◆ WHAT THIS TASK INVOLVES
Starting at the line containing "1114, font4, p);" and ending at the line containing "1255, font4, p);", print every line of the material below exactly, both ends included, and stop there.

◆ EXTRACTED INFORMATION
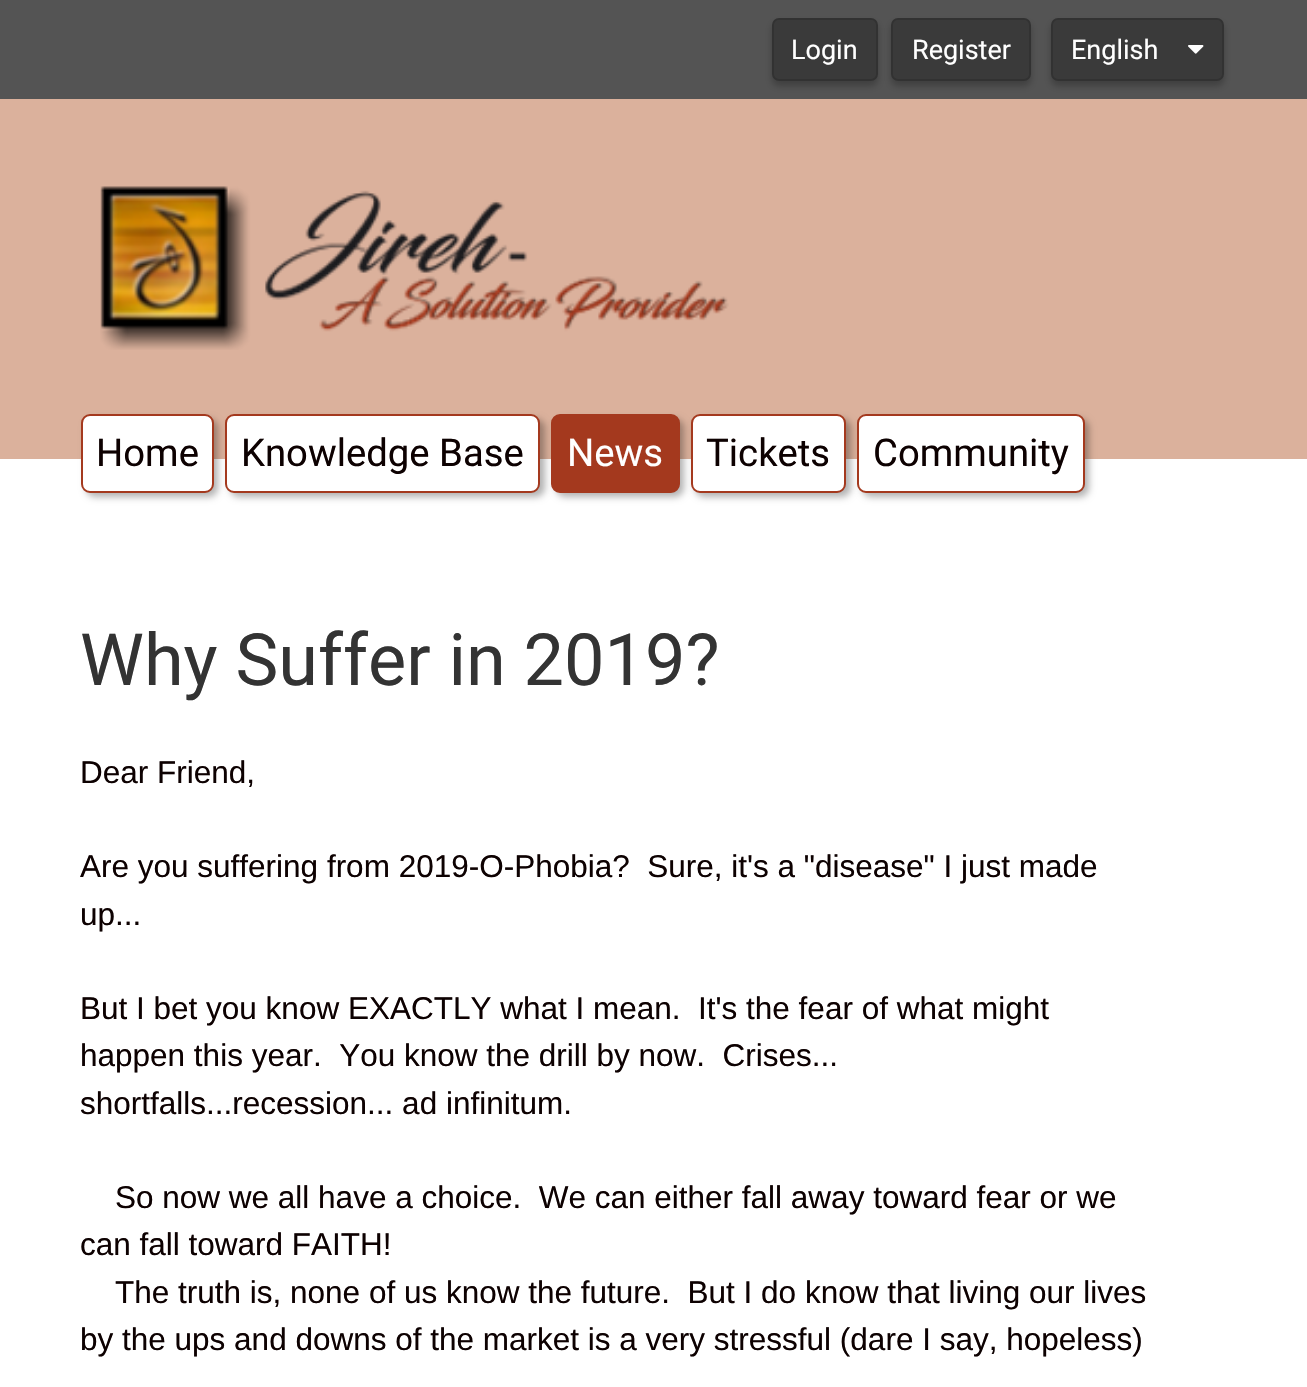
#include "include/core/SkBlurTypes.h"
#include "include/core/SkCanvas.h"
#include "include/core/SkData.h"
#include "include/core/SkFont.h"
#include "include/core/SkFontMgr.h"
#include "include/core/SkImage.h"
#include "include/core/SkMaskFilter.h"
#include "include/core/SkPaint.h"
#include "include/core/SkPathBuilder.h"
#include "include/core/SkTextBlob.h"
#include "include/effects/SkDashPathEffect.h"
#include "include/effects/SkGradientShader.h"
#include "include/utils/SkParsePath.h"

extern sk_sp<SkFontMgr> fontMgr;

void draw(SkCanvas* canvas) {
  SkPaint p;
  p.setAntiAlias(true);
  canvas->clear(SK_ColorWHITE);
  p.setColor(SkColorSetRGB(84, 84, 84));
  canvas->drawRect(SkRect::MakeLTRB(0, 0, 1307, 99), p);
  p.setColor(SkColorSetARGB(64, 0, 0, 0));
  p.setMaskFilter(SkMaskFilter::MakeBlur(kNormal_SkBlurStyle, 3.5f));
  canvas->drawRoundRect(SkRect::MakeLTRB(772, 23, 878, 86), 7, 7, p);
  p.setMaskFilter(nullptr);
  p.setColor(SkColorSetRGB(58, 58, 58));
  canvas->drawRoundRect(SkRect::MakeLTRB(773, 19, 877, 80), 6, 6, p);
  p.setStyle(SkPaint::kStroke_Style);
  p.setStrokeWidth(2);
  p.setColor(SkColorSetRGB(50, 50, 50));
  canvas->drawRoundRect(SkRect::MakeLTRB(773, 19, 877, 80), 6, 6, p);
  p.setStyle(SkPaint::kFill_Style);
  p.setColor(SkColorSetARGB(64, 0, 0, 0));
  p.setMaskFilter(SkMaskFilter::MakeBlur(kNormal_SkBlurStyle, 3.5f));
  canvas->drawRoundRect(SkRect::MakeLTRB(891, 23, 1031, 86), 7, 7, p);
  p.setMaskFilter(nullptr);
  p.setColor(SkColorSetRGB(58, 58, 58));
  canvas->drawRoundRect(SkRect::MakeLTRB(892, 19, 1030, 80), 6, 6, p);
  p.setStyle(SkPaint::kStroke_Style);
  p.setColor(SkColorSetRGB(50, 50, 50));
  canvas->drawRoundRect(SkRect::MakeLTRB(892, 19, 1030, 80), 6, 6, p);
  p.setStyle(SkPaint::kFill_Style);
  p.setColor(SkColorSetARGB(64, 0, 0, 0));
  p.setMaskFilter(SkMaskFilter::MakeBlur(kNormal_SkBlurStyle, 3.5f));
  canvas->drawRoundRect(SkRect::MakeLTRB(1051, 23, 1224, 86), 7, 7, p);
  p.setMaskFilter(nullptr);
  p.setColor(SkColorSetRGB(58, 58, 58));
  canvas->drawRoundRect(SkRect::MakeLTRB(1052, 19, 1223, 80), 6, 6, p);
  p.setStyle(SkPaint::kStroke_Style);
  p.setColor(SkColorSetRGB(50, 50, 50));
  canvas->drawRoundRect(SkRect::MakeLTRB(1052, 19, 1223, 80), 6, 6, p);
  canvas->drawImageRect(SkImages::DeferredFromEncodedData(SkData::MakeFromFileName("images/1.png")), SkRect::MakeLTRB(1188, 45, 1204, 54), SkSamplingOptions());
  p.setStyle(SkPaint::kFill_Style);
  p.setColor(SkColorSetRGB(219, 177, 156));
  canvas->drawRect(SkRect::MakeLTRB(0, 99, 1307, 459), p);
  canvas->drawImageRect(SkImages::DeferredFromEncodedData(SkData::MakeFromFileName("images/2.png")), SkRect::MakeLTRB(100, 186, 729, 350), SkSamplingOptions());
  p.setColor(SkColorSetARGB(77, 0, 0, 0));
  p.setMaskFilter(SkMaskFilter::MakeBlur(kNormal_SkBlurStyle, 3.5f));
  canvas->drawRoundRect(SkRect::MakeLTRB(86, 419, 218, 497), 9, 9, p);
  p.setMaskFilter(nullptr);
  p.setColor(SK_ColorWHITE);
  canvas->drawRoundRect(SkRect::MakeLTRB(82, 415, 213, 492), 8, 8, p);
  p.setStyle(SkPaint::kStroke_Style);
  p.setColor(SkColorSetRGB(164, 57, 30));
  canvas->drawRoundRect(SkRect::MakeLTRB(82, 415, 213, 492), 8, 8, p);
  p.setStyle(SkPaint::kFill_Style);
  p.setColor(SkColorSetARGB(77, 0, 0, 0));
  p.setMaskFilter(SkMaskFilter::MakeBlur(kNormal_SkBlurStyle, 3.5f));
  canvas->drawRoundRect(SkRect::MakeLTRB(230, 419, 545, 497), 9, 9, p);
  p.setMaskFilter(nullptr);
  p.setColor(SK_ColorWHITE);
  canvas->drawRoundRect(SkRect::MakeLTRB(226, 415, 539, 492), 8, 8, p);
  p.setStyle(SkPaint::kStroke_Style);
  p.setColor(SkColorSetRGB(164, 57, 30));
  canvas->drawRoundRect(SkRect::MakeLTRB(226, 415, 539, 492), 8, 8, p);
  p.setStyle(SkPaint::kFill_Style);
  p.setColor(SkColorSetARGB(77, 0, 0, 0));
  p.setMaskFilter(SkMaskFilter::MakeBlur(kNormal_SkBlurStyle, 3.5f));
  canvas->drawRoundRect(SkRect::MakeLTRB(556, 419, 684, 497), 9, 9, p);
  p.setMaskFilter(nullptr);
  p.setColor(SkColorSetRGB(164, 57, 30));
  canvas->drawRoundRect(SkRect::MakeLTRB(552, 415, 679, 492), 8, 8, p);
  p.setStyle(SkPaint::kStroke_Style);
  canvas->drawRoundRect(SkRect::MakeLTRB(552, 415, 679, 492), 8, 8, p);
  p.setStyle(SkPaint::kFill_Style);
  p.setColor(SkColorSetARGB(77, 0, 0, 0));
  p.setMaskFilter(SkMaskFilter::MakeBlur(kNormal_SkBlurStyle, 3.5f));
  canvas->drawRoundRect(SkRect::MakeLTRB(695, 419, 851, 497), 9, 9, p);
  p.setMaskFilter(nullptr);
  p.setColor(SK_ColorWHITE);
  canvas->drawRoundRect(SkRect::MakeLTRB(692, 415, 845, 492), 8, 8, p);
  p.setStyle(SkPaint::kStroke_Style);
  p.setColor(SkColorSetRGB(164, 57, 30));
  canvas->drawRoundRect(SkRect::MakeLTRB(692, 415, 845, 492), 8, 8, p);
  p.setStyle(SkPaint::kFill_Style);
  p.setColor(SkColorSetARGB(77, 0, 0, 0));
  p.setMaskFilter(SkMaskFilter::MakeBlur(kNormal_SkBlurStyle, 3.5f));
  canvas->drawRoundRect(SkRect::MakeLTRB(862, 419, 1089, 497), 9, 9, p);
  p.setMaskFilter(nullptr);
  p.setColor(SK_ColorWHITE);
  canvas->drawRoundRect(SkRect::MakeLTRB(858, 415, 1084, 492), 8, 8, p);
  p.setStyle(SkPaint::kStroke_Style);
  p.setColor(SkColorSetRGB(164, 57, 30));
  canvas->drawRoundRect(SkRect::MakeLTRB(858, 415, 1084, 492), 8, 8, p);
  SkFont font1(fontMgr->matchFamilyStyle("Roboto", SkFontStyle::Normal()), 27);
  font1.setSubpixel(true);
  p.setStyle(SkPaint::kFill_Style);
  p.setColor(SK_ColorWHITE);
  canvas->drawString("Login", 791, 59, font1, p);
  canvas->drawString("Register", 912, 59, font1, p);
  canvas->drawString("English", 1071, 59, font1, p);
  SkFont font2(fontMgr->matchFamilyStyle("Roboto", SkFontStyle::Normal()), 38.25f);
  font2.setSubpixel(true);
  p.setColor(SkColorSetRGB(13, 1, 1));
  canvas->drawString("Home", 96, 466, font2, p);
  canvas->drawString("Knowledge Base", 241, 466, font2, p);
  p.setColor(SK_ColorWHITE);
  canvas->drawString("News", 567, 466, font2, p);
  p.setColor(SkColorSetRGB(13, 1, 1));
  canvas->drawString("Tickets", 706, 466, font2, p);
  canvas->drawString("Community", 873, 466, font2, p);
  SkFont font3(fontMgr->matchFamilyStyle("Roboto", SkFontStyle::Normal()), 72);
  font3.setSubpixel(true);
  p.setColor(SkColorSetRGB(51, 51, 51));
  canvas->drawString("Why Suffer in 2019?", 80, 685, font3, p);
  SkFont font4(fontMgr->matchFamilyStyle("Liberation Sans", SkFontStyle::Normal()), 31.5f);
  font4.setSubpixel(true);
  p.setColor(SkColorSetRGB(13, 1, 1));
  canvas->drawString("Dear Friend,", 80, 783, font4, p);
  canvas->drawString("Are you suffering from 2019-O-Phobia?  Sure, it's a \"disease\" I just made", 80, 877, font4, p);
  canvas->drawString("up...", 80, 925, font4, p);
  canvas->drawString("But I bet you know EXACTLY what I mean.  It's the fear of what might", 80, 1019, font4, p);
  canvas->drawString("happen this year.  You know the drill by now.  Crises...", 80, 1066, font4, p);
  canvas->drawString("shortfalls...recession... ad infinitum.", 80, 1114, font4, p);
  canvas->drawString("So now we all have a choice.  We can either fall away toward fear or we", 115, 1208, font4, p);
  canvas->drawString("can fall toward FAITH!", 80, 1255, font4, p);
  canvas->drawString("The truth is, none of us know the future.  But I do know that living our lives", 115, 1303, font4, p);
  canvas->drawString("by the ups and downs of the market is a very stressful (dare I say, hopeless)", 80, 1350, font4, p);
}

◆ THE ANSWER
  canvas->drawString("shortfalls...recession... ad infinitum.", 80, 1114, font4, p);
  canvas->drawString("So now we all have a choice.  We can either fall away toward fear or we", 115, 1208, font4, p);
  canvas->drawString("can fall toward FAITH!", 80, 1255, font4, p);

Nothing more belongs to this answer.